- A UF engineering professor says commercially available tools used to detect AI-generated text in scientific literature are ineffective.
- Recent media reports indicate a growing problem concerning AI-generated text, or AIGT, in scholarly publications.
- UF’s Patrick Traynor, Ph.D., and colleagues examined the efficacy of AIGT detectors and found they are “poorly suited for deployment in academic or high-stakes contexts.”
Patrick Traynor, Ph.D., has questions.
When the professor and interim chair of the University of Florida Department of Computer & Information Science & Engineering saw reports in the media positing that scientific literature is increasingly being generated by artificial intelligence, he wondered, “How do they know?”
Traynor knows the detectors that determine the presence of AI-generated text, known as AIGT, in publications are themselves AI systems.
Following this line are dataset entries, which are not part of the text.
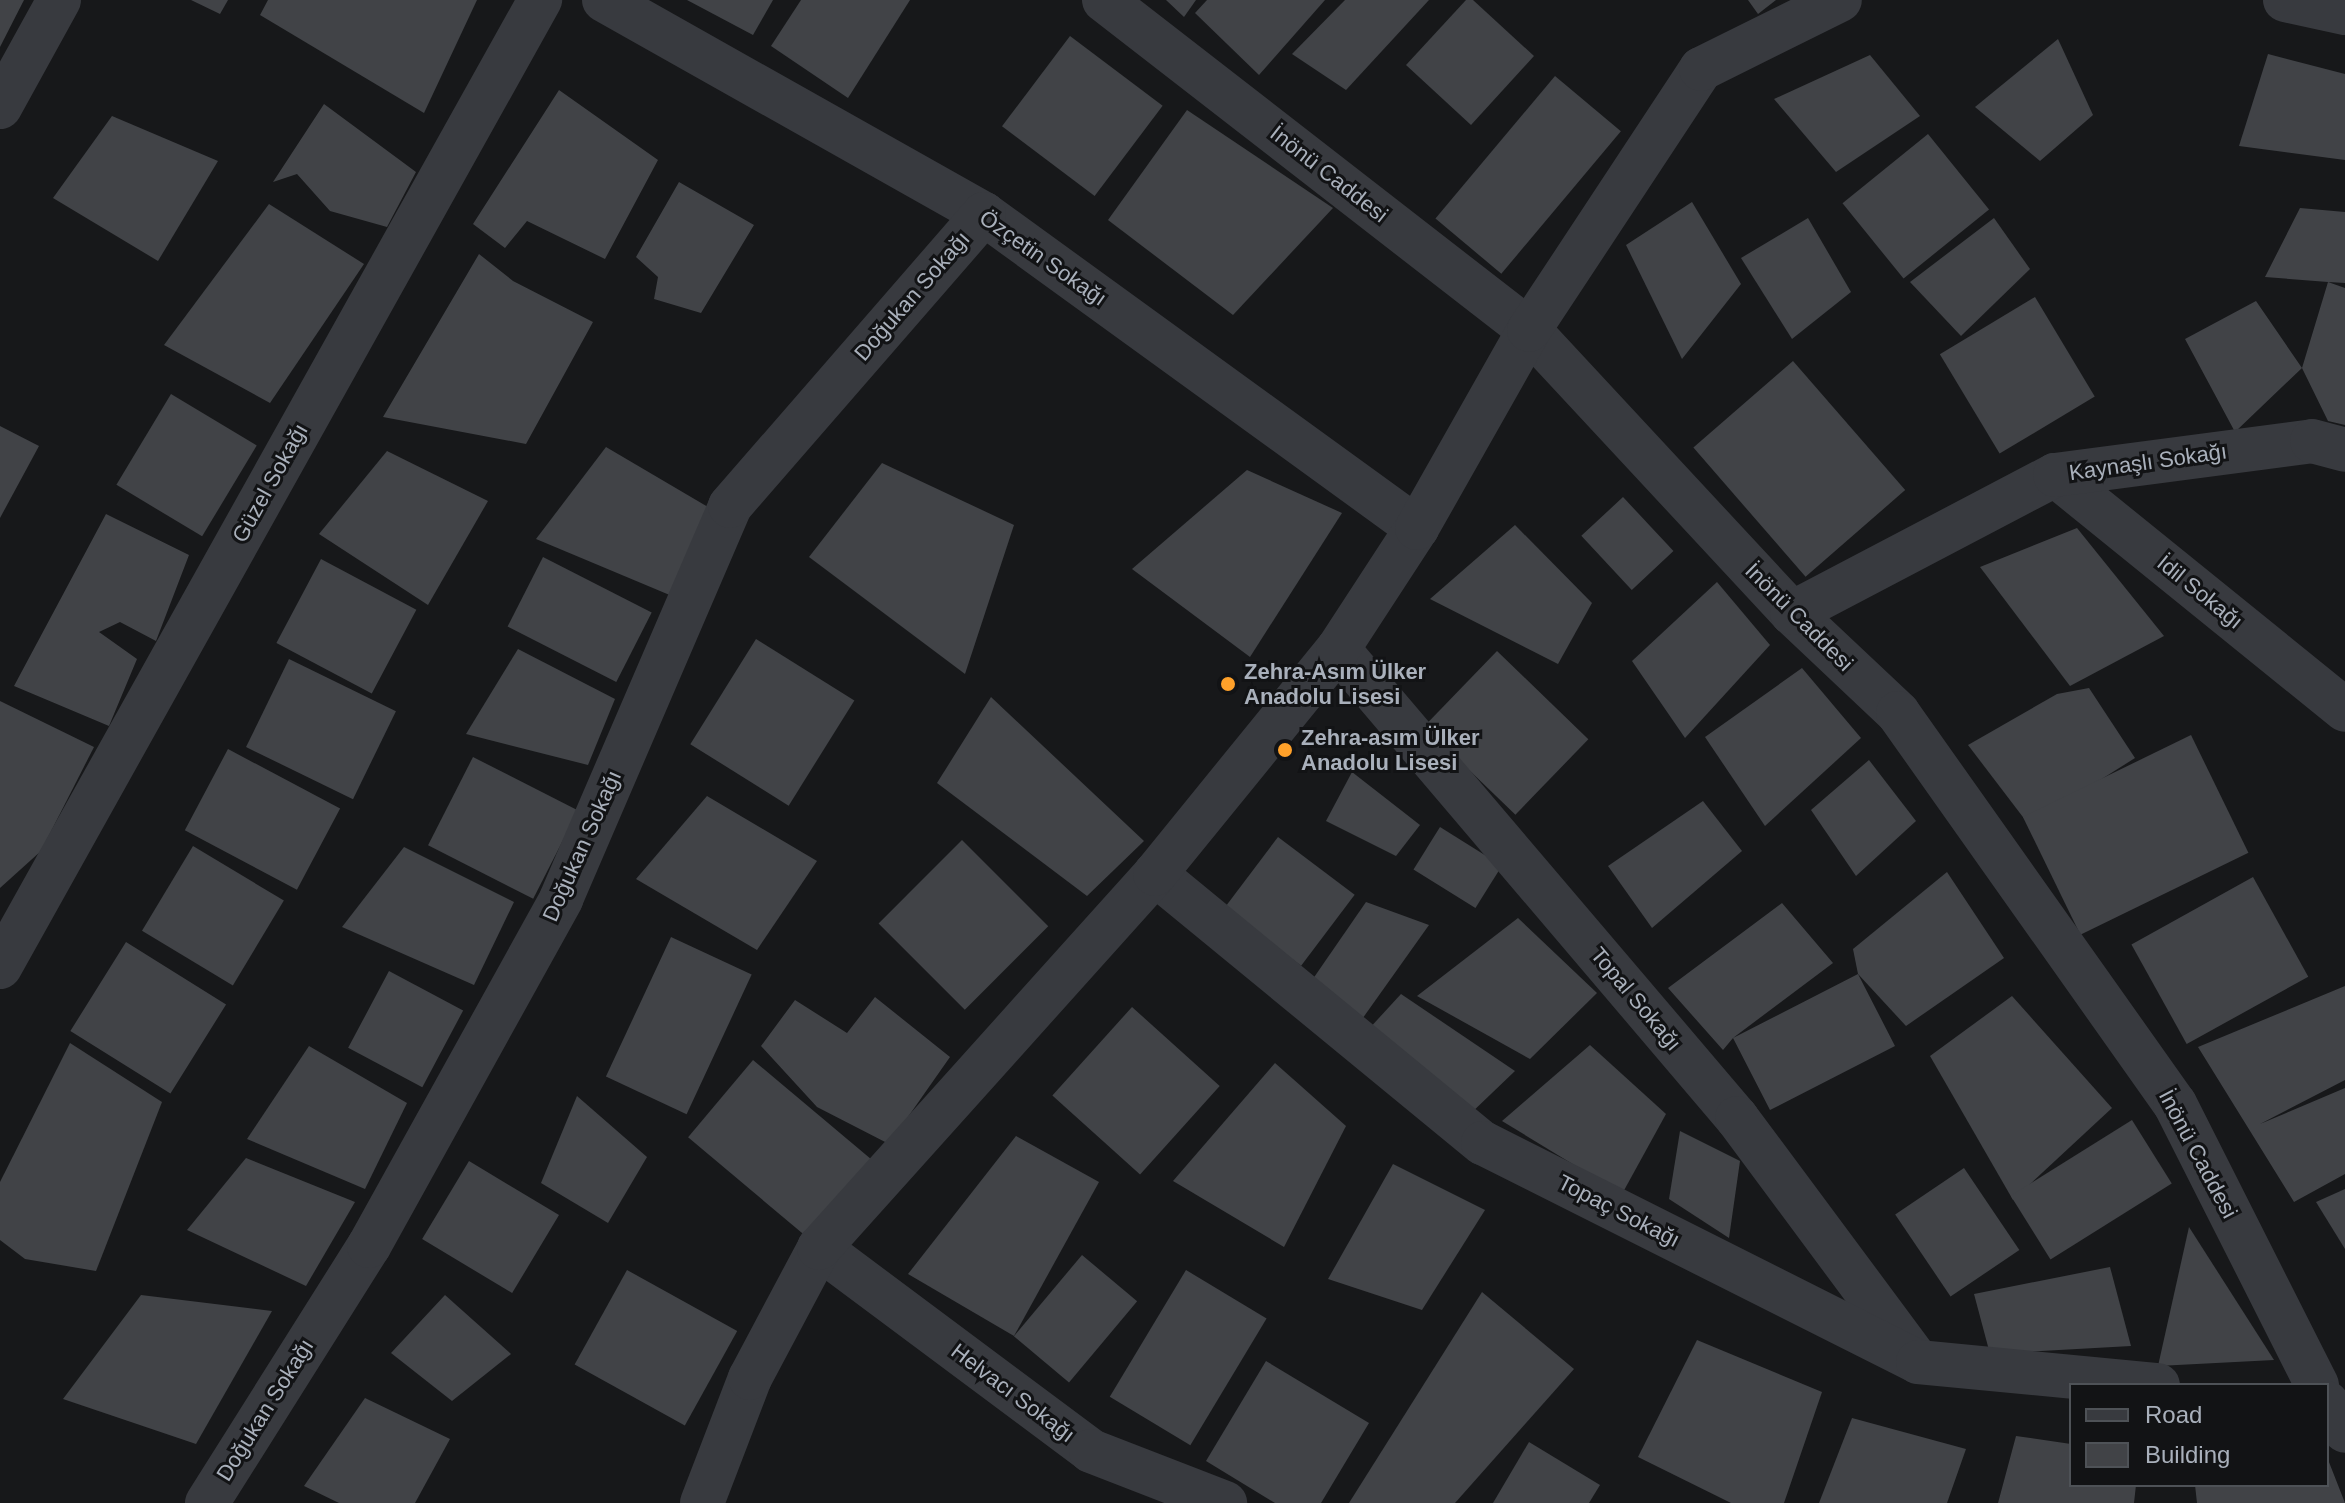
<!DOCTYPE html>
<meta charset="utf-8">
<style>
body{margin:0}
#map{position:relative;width:2345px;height:1503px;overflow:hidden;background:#17181a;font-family:Helvetica,sans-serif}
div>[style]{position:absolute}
.building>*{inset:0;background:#414347;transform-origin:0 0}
.street>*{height:44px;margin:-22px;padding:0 22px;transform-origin:22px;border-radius:22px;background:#383a3f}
.dots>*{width:22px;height:22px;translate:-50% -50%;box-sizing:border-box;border:4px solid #121315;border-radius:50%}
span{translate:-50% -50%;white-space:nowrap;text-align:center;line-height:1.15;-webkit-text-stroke:6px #121315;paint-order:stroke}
.street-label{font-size:22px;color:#a9b0bb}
.poi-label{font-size:22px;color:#a9b0bb;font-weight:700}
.left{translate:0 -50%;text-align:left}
.legend{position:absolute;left:2069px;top:1383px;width:260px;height:104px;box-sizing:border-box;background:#121315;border:2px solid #4e5257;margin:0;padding:10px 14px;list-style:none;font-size:24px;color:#a9b0bb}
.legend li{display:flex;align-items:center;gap:16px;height:40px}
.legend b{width:40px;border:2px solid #4e5257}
</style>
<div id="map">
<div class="building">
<div style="clip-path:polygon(0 0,24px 0,0 47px)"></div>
<div style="clip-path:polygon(191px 0,228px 0,220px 14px)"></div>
<div style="clip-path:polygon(268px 0,477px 0,424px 113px,260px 15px)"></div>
<div style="clip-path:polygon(687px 0,773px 0,753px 35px)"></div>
<div style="clip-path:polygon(801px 0,910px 0,848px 98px,771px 46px)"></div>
<div style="clip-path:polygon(1166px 0,1196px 0,1184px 17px)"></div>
<div style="clip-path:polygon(1207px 0,1325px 0,1259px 75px,1195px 13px)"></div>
<div style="clip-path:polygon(1345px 0,1429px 0,1346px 90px,1292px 54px)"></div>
<div style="clip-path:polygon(1466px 0,1473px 0,1534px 56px,1471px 125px,1406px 65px)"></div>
<div style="clip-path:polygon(1748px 0,1776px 0,1758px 14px)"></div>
<div style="left:1070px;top:36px;width:116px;height:113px;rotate:37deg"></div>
<div style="clip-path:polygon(2058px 39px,2093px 115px,2040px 161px,1975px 107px)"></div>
<div style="clip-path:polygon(2268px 54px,2345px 74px,2345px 160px,2239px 146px)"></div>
<div style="clip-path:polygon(1870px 55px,1920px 116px,1836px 172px,1774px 99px)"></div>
<div style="left:1555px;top:76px;width:86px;height:186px;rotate:40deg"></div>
<div style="clip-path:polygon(559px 90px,658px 160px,605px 259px,527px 221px,505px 248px,473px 224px)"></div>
<div style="clip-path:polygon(324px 104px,416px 172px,387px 227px,330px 211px,297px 174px,273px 182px)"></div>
<div style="clip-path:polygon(1187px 110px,1333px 208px,1233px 315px,1108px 220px)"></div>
<div style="clip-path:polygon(112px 116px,218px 161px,158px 261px,53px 198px)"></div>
<div style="left:1928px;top:134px;width:97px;height:110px;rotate:51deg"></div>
<div style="clip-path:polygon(679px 182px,754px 225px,701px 313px,654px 299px,658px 277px,636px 257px)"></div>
<div style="clip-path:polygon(1692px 202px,1741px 284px,1682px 359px,1626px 245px)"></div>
<div style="clip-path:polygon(269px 204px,364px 264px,270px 403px,164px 345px)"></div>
<div style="clip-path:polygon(2300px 208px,2345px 212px,2345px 283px,2328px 282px,2345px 288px,2345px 425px,2328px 421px,2302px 368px,2235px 432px,2185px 339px,2256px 301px,2302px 368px,2328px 282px,2265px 277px)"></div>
<div style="clip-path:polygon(1808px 218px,1851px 292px,1792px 339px,1741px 258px)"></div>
<div style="clip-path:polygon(1994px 218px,2030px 269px,1961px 336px,1910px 282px)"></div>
<div style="clip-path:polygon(479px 254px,513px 281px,593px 322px,526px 444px,383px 417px)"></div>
<div style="left:2035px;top:297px;width:116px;height:111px;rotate:59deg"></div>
<div style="left:1793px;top:361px;width:171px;height:132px;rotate:49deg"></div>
<div style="left:171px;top:394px;width:100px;height:106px;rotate:31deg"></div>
<div style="clip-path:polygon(0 426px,39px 446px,0 518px)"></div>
<div style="clip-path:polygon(606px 447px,708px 507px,672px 596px,536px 539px)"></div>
<div style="clip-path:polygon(387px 451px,488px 501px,428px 605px,319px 534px)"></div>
<div style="clip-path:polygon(882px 463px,1014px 525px,965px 674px,809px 557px)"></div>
<div style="clip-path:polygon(1247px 470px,1342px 513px,1250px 657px,1132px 569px)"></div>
<div style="left:1623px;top:497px;width:74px;height:57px;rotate:47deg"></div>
<div style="clip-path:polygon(106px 514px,189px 555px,156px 641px,120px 622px,99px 632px,137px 659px,109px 726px,14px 686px)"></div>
<div style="clip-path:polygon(1515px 525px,1592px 603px,1558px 664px,1430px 599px)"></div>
<div style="clip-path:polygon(2077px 528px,2164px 636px,2070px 686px,1980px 567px)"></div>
<div style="left:543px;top:557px;width:122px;height:78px;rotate:27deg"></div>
<div style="left:321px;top:559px;width:108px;height:95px;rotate:28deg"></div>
<div style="clip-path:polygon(1717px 582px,1770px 645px,1685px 738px,1632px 661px)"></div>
<div style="left:756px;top:639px;width:116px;height:124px;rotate:32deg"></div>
<div style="clip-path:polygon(518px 649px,615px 699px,588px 765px,466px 734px)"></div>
<div style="left:1497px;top:651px;width:127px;height:105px;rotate:44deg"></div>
<div style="left:289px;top:659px;width:119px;height:98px;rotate:26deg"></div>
<div style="clip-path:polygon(1802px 668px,1861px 738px,1765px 826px,1705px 737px)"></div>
<div style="clip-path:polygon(2089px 688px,2135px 758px,2029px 825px,1968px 745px,2057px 694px)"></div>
<div style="clip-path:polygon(991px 697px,1144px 841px,1087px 896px,937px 783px)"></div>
<div style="clip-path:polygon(0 701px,94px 747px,41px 851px,0 888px)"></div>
<div style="left:2191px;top:735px;width:131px;height:187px;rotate:64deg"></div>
<div style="left:228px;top:749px;width:127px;height:92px;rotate:28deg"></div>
<div style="left:473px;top:757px;width:118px;height:99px;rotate:27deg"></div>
<div style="clip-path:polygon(1869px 760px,1916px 821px,1856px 876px,1811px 810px)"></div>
<div style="clip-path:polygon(1352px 772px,1420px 825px,1396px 856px,1326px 821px)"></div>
<div style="clip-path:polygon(707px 796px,817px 861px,757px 950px,636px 879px)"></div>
<div style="clip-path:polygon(1703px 801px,1742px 851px,1652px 928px,1608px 866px)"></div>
<div style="left:1440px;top:827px;width:73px;height:50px;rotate:32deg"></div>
<div style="left:1278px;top:837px;width:96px;height:89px;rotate:37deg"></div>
<div style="left:962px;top:840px;width:122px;height:118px;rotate:45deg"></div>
<div style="left:193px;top:846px;width:106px;height:99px;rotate:31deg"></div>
<div style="clip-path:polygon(404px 847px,514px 902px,474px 985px,342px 927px)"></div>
<div style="clip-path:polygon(1947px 872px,2004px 958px,1906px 1026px,1858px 974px,1853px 949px)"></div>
<div style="left:2253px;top:877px;width:114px;height:139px;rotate:61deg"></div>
<div style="clip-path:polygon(1366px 902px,1429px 925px,1360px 1022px,1308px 986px)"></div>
<div style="clip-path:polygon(1782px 903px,1833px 963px,1733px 1038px,1858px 974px,1895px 1046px,1770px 1110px,1733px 1038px,1723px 1050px,1668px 988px)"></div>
<div style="clip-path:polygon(1518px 918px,1597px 993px,1530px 1059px,1417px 996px)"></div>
<div style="left:671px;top:937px;width:89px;height:154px;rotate:25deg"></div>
<div style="left:126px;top:942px;width:118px;height:105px;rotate:32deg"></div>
<div style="left:389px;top:971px;width:84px;height:87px;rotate:28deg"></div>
<div style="clip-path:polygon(2345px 986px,2345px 1080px,2260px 1124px,2345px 1088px,2345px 1174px,2294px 1202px,2198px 1047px)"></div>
<div style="clip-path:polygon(1401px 994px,1515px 1071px,1468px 1116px,1367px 1031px)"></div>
<div style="clip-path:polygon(2012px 996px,2112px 1108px,2013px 1200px,1930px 1056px)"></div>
<div style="clip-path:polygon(875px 997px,950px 1057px,889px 1144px,817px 1107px,761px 1046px,795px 1000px,847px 1033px)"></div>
<div style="left:1132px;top:1007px;width:118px;height:119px;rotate:42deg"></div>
<div style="clip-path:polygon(70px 1043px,162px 1102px,96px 1271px,25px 1259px,0 1240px,0 1182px)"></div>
<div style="clip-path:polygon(1590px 1045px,1666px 1114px,1622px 1194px,1502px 1121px)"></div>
<div style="clip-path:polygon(309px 1046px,407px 1103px,365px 1189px,247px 1139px)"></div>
<div style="left:753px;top:1060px;width:171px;height:101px;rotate:40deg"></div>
<div style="clip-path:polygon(1275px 1063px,1346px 1126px,1284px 1247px,1173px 1181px)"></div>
<div style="clip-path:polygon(577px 1096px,647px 1157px,608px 1223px,541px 1183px)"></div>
<div style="left:2132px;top:1120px;width:75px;height:143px;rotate:58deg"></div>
<div style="clip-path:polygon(1680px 1131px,1740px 1161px,1729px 1238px,1669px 1199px)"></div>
<div style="clip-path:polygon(1016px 1136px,1099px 1182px,1014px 1336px,908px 1274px)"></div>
<div style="clip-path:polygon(246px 1158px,355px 1202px,306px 1286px,187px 1230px)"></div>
<div style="left:469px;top:1161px;width:105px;height:91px;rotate:31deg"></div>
<div style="clip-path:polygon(1393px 1164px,1485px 1210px,1422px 1310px,1328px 1279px)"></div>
<div style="left:1964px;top:1168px;width:99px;height:83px;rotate:56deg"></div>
<div style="clip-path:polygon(2345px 1189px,2345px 1249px,2316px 1202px)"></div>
<div style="clip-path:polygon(2189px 1227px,2274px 1360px,2158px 1366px)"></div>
<div style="left:1082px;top:1255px;width:72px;height:106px;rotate:40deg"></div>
<div style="clip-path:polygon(2110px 1267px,2131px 1346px,1990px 1354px,1974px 1294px)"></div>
<div style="left:627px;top:1270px;width:126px;height:108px;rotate:29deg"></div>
<div style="left:1186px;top:1270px;width:94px;height:148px;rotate:31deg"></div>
<div style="clip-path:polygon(1482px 1292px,1574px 1369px,1455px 1503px,1349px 1503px)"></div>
<div style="clip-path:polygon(141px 1295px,272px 1311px,196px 1444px,63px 1399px)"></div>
<div style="clip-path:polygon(445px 1295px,511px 1354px,452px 1401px,391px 1353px)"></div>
<div style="clip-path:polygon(1697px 1340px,1822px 1392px,1784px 1503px,1731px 1503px,1638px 1457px)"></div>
<div style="clip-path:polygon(1266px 1361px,1369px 1423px,1321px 1503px,1275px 1503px,1206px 1461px)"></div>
<div style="clip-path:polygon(365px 1398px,450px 1439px,415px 1503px,339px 1503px,304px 1486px)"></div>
<div style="clip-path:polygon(1852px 1418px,1966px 1449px,1947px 1503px,1819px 1503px)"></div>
<div style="clip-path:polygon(2016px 1436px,2071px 1444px,2071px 1485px,2136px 1485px,2134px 1503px,1998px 1503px)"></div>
<div style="clip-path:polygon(1529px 1442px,1600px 1485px,1589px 1503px,1493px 1503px)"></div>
<div style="clip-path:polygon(2327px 1457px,2345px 1503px,2197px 1503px,2195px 1485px,2327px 1485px)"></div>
</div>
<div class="street">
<div style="left:604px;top:0;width:436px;rotate:29.4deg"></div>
<div style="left:984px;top:214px;width:535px;rotate:35.95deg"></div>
<div style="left:1104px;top:0;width:538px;rotate:37.83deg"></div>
<div style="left:1529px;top:330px;width:386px;rotate:47.1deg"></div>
<div style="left:1792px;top:613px;width:146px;rotate:43.3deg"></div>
<div style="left:1898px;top:713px;width:479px;rotate:54.7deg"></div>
<div style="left:2175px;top:1104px;width:315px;rotate:63.2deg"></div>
<div style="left:2285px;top:0;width:61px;rotate:12.2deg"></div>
<div style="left:0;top:107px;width:122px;rotate:-61.1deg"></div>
<div style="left:2055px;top:475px;width:373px;rotate:39deg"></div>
<div style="left:1792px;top:613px;width:297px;rotate:-27.7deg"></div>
<div style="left:2055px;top:475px;width:259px;rotate:-7.5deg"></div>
<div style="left:2312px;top:441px;width:34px;rotate:15deg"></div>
<div style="left:1338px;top:649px;width:616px;rotate:49.61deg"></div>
<div style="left:1737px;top:1118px;width:294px;rotate:53.4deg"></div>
<div style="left:1155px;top:874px;width:424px;rotate:39.4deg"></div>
<div style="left:1483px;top:1143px;width:487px;rotate:26.7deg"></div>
<div style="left:1918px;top:1362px;width:241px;rotate:5.5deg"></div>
<div style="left:0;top:967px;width:1108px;rotate:-60.82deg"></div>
<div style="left:819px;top:1248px;width:339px;rotate:36.7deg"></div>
<div style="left:1091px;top:1451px;width:144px;rotate:21.2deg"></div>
<div style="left:2327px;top:1403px;width:33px;rotate:57deg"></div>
<div style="left:207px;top:1503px;width:304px;rotate:-57.8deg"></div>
<div style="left:369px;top:1246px;width:397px;rotate:-61deg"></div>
<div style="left:561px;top:899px;width:428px;rotate:-66.7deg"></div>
<div style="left:730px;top:506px;width:387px;rotate:-49deg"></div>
<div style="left:702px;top:1503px;width:134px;rotate:-69deg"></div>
<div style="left:750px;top:1378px;width:147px;rotate:-62deg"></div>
<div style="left:819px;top:1248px;width:503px;rotate:-48.06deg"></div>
<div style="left:1155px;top:874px;width:290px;rotate:-50.9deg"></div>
<div style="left:1338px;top:649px;width:145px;rotate:-56.9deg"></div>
<div style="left:1417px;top:528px;width:227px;rotate:-60.5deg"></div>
<div style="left:1529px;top:330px;width:313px;rotate:-56.6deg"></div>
<div style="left:1701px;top:69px;width:155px;rotate:-26.4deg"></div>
</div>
<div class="dots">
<div style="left:1228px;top:684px;background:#ffa12a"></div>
<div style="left:1285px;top:750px;background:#ffa12a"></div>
</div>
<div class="street-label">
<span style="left:1329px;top:174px;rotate:38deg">İnönü Caddesi</span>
<span style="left:1043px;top:258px;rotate:35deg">Özçetin Sokağı</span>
<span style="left:912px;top:296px;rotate:-49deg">Doğukan Sokağı</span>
<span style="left:2148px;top:462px;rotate:-8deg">Kaynaşlı Sokağı</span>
<span style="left:270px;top:483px;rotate:-61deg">Güzel Sokağı</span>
<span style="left:2200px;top:592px;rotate:39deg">İdil Sokağı</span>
<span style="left:1799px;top:617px;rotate:45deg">İnönü Caddesi</span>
<span style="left:582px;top:846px;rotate:-66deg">Doğukan Sokağı</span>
<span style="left:1636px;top:999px;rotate:50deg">Topal Sokağı</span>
<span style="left:2198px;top:1154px;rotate:62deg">İnönü Caddesi</span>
<span style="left:1619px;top:1211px;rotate:27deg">Topaç Sokağı</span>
<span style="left:1013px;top:1393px;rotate:37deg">Helvacı Sokağı</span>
<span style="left:265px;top:1410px;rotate:-58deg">Doğukan Sokağı</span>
</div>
<div class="poi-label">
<span class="left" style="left:1244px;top:684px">Zehra-Asım Ülker<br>Anadolu Lisesi</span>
<span class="left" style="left:1301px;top:750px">Zehra-asım Ülker<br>Anadolu Lisesi</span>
</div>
<ul class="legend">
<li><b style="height:10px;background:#383a3f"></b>Road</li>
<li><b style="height:22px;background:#414347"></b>Building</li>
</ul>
</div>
They use the same large language models, called LLMs, that less than honest researchers could be using to generate their text.
How good could they be?
Spoiler alert: They’re not very good.
In a paper to be presented at this week’s 2026 IEEE Symposium on Security and Privacy, Traynor and his co-authors assert that current AIGT detectors are not effective or robust tools for determining the presence of AI-generated text. The results, the researchers said, indicate that commercially available AIGT detectors are “poorly suited for deployment in academic or high-stakes contexts.”